He threw me today. It's not why I'm thinking of selling him, but it does bring reality right to my face. It didn't scare me, it didn't shake me, it only made me wake up and face the truth and the facts.

I don't want to "give up" on him, but I need to work on being a responsible and reasonable adult.

DH has no issues with keeping him. He calls him "your corolla horse, your baby." Ugh, he never actually helps with such decisions, he just goes with whatever I choose....So this is why I need help. It seems like a clear cut answer, but I don't know. 

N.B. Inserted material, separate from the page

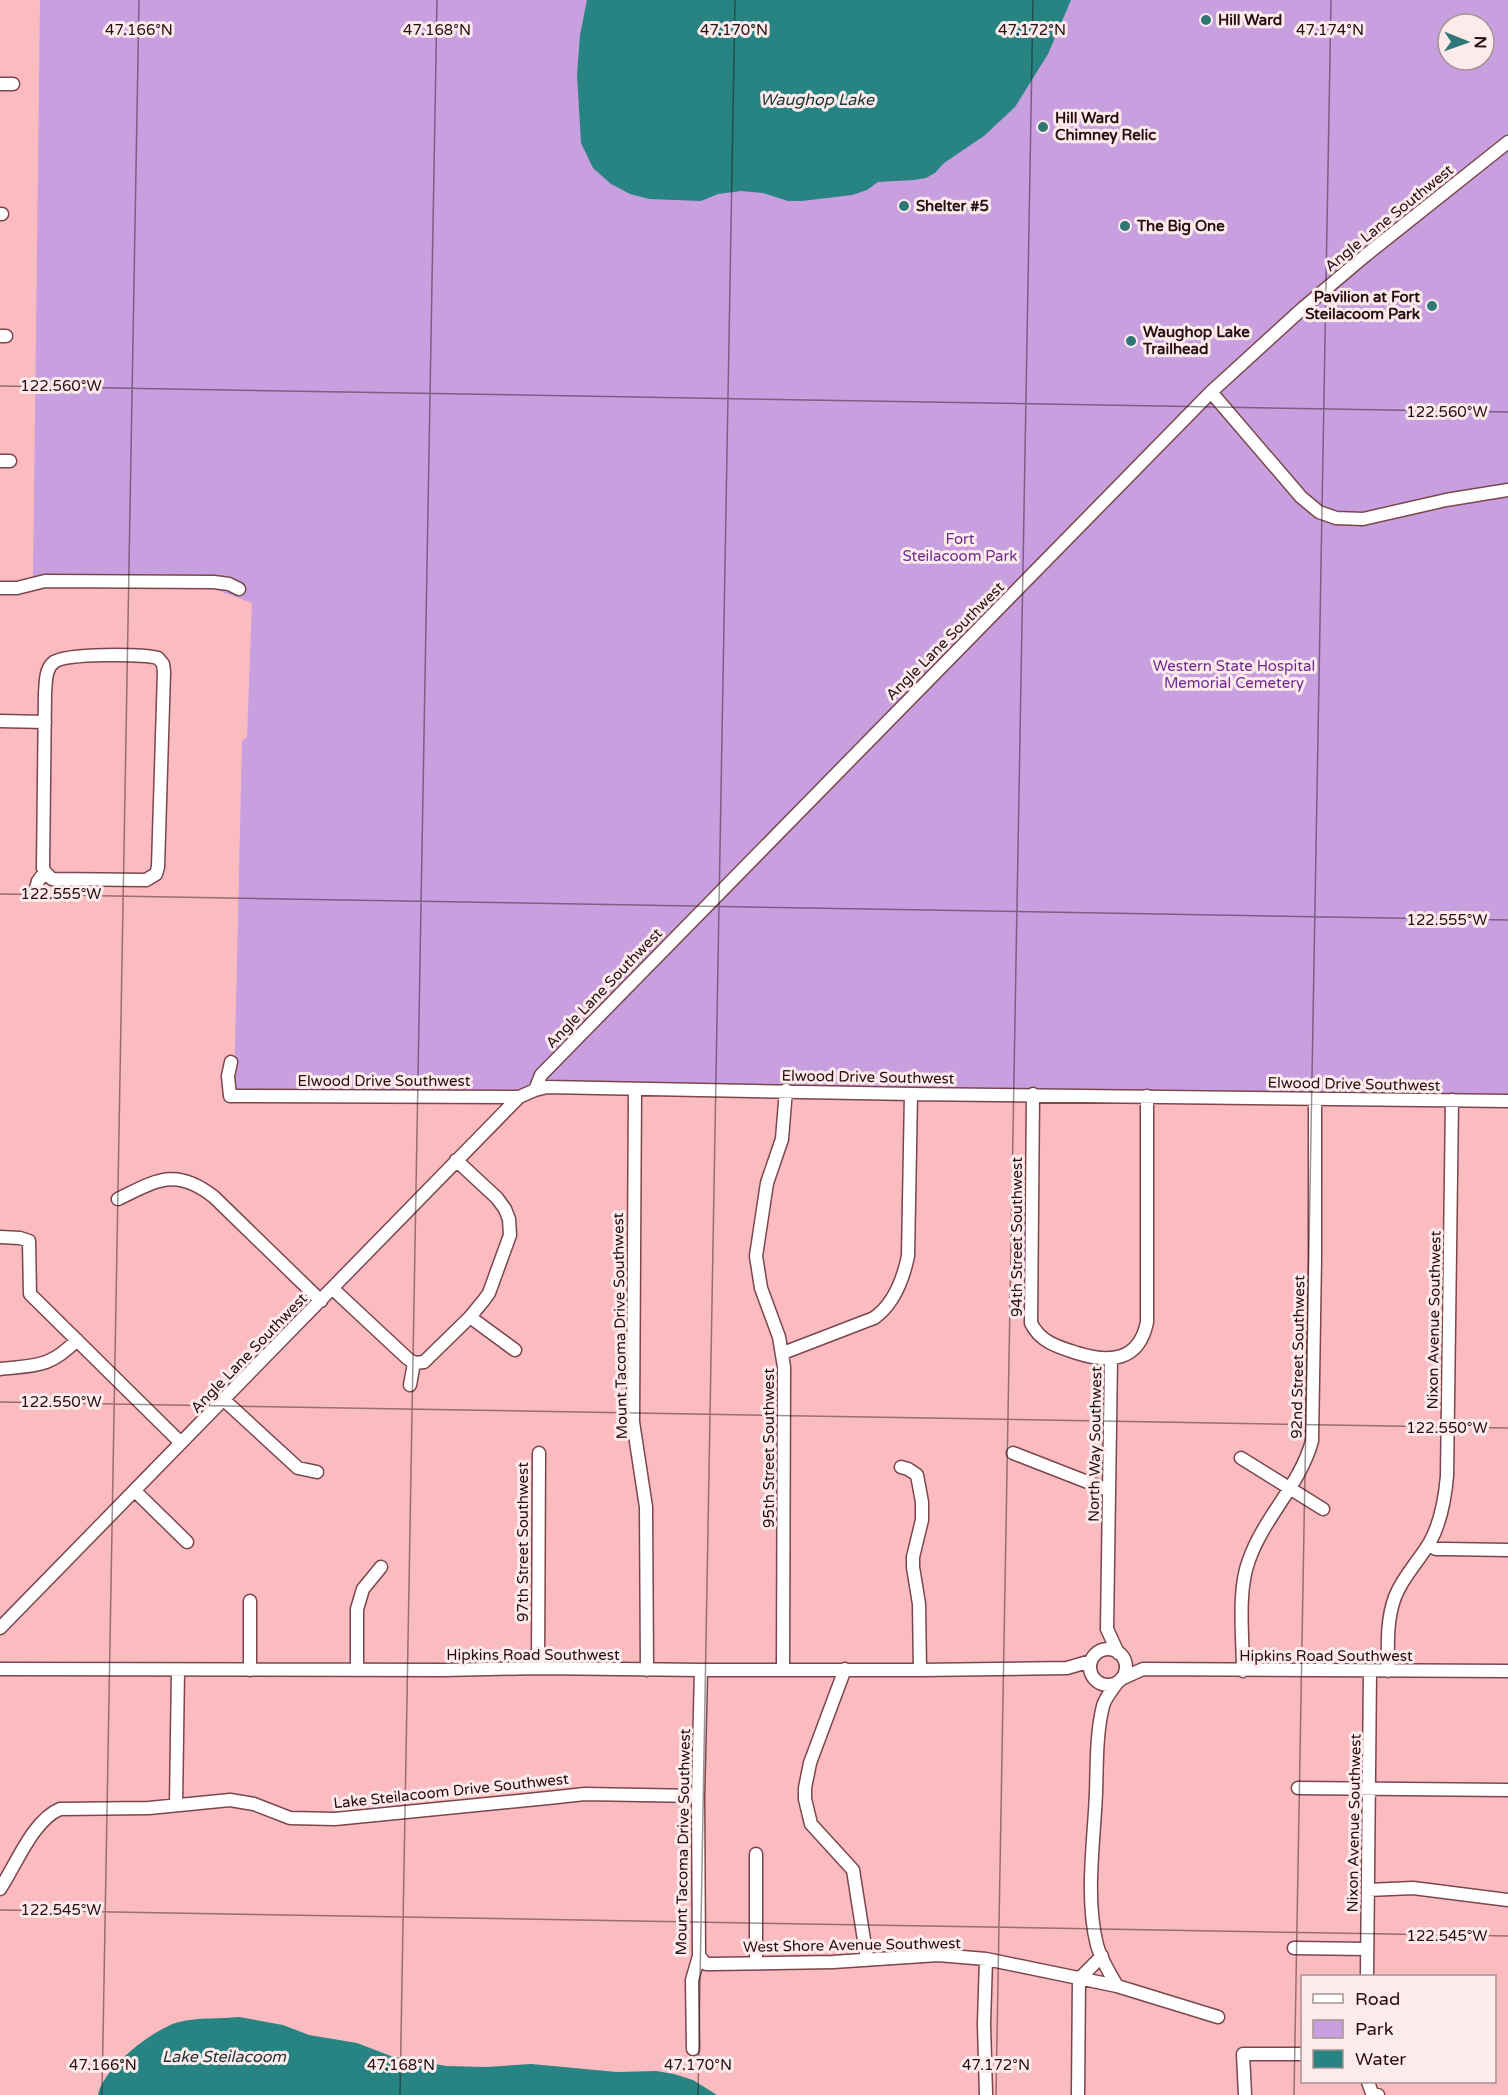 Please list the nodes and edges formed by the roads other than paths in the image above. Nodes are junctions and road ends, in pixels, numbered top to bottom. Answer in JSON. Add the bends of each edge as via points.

I always have a hellish time deciding on whether to sell or not sell an animal. I've regretted it before.

What would you do?


----------



## Ferguson K (May 4, 2016)

Flip a coin. Heads you keep him.  Tails you sell him. The thiught that enters your head when the coin is in the air is what you want most. 

Seriously though my horses are huge money pits, they suck me dry some months. However, I've had two of them over ten years and wouldn't trade them for anything in this world. My husband's horse?  I'd sell him given the chance. He's dangerous, Moody, aggressive, had terrible manners, and odds 18 hands of pushy. He knows he's big and uses it against you. My crazy mare is nothing compared to him. If the horse is doing you no good then why are you keeping him?  I at least get to ride my mares. It may not be often, May be few and far in between, but I get pleasure out of owning them.


----------



## promiseacres (May 5, 2016)

Sounds like you need a horse break.


----------



## secuono (May 5, 2016)

Woke up feeling like I had to list him. So that's what I've gone ahead and done. Also listed all of his tack. Just hope he sells before my heart convinces my head to keep him...


----------



## Ferguson K (May 5, 2016)

I'm sorry for you. Sometimes they're just not the right fit.


----------



## TAH (May 5, 2016)

Sorry you have to do this. If it is the right then he we sell or he will not sell. Hope he goes to a loving and caring home.


----------



## Baymule (May 6, 2016)

I just swapped off a nice horse I've had for awhile. She needed a better life than what I could give her, she needed a job. Plus she was so darn tall, I could barely get on her. I have two very old senior horses that will die here, one is unrideable but she gets to stay and eat her head off.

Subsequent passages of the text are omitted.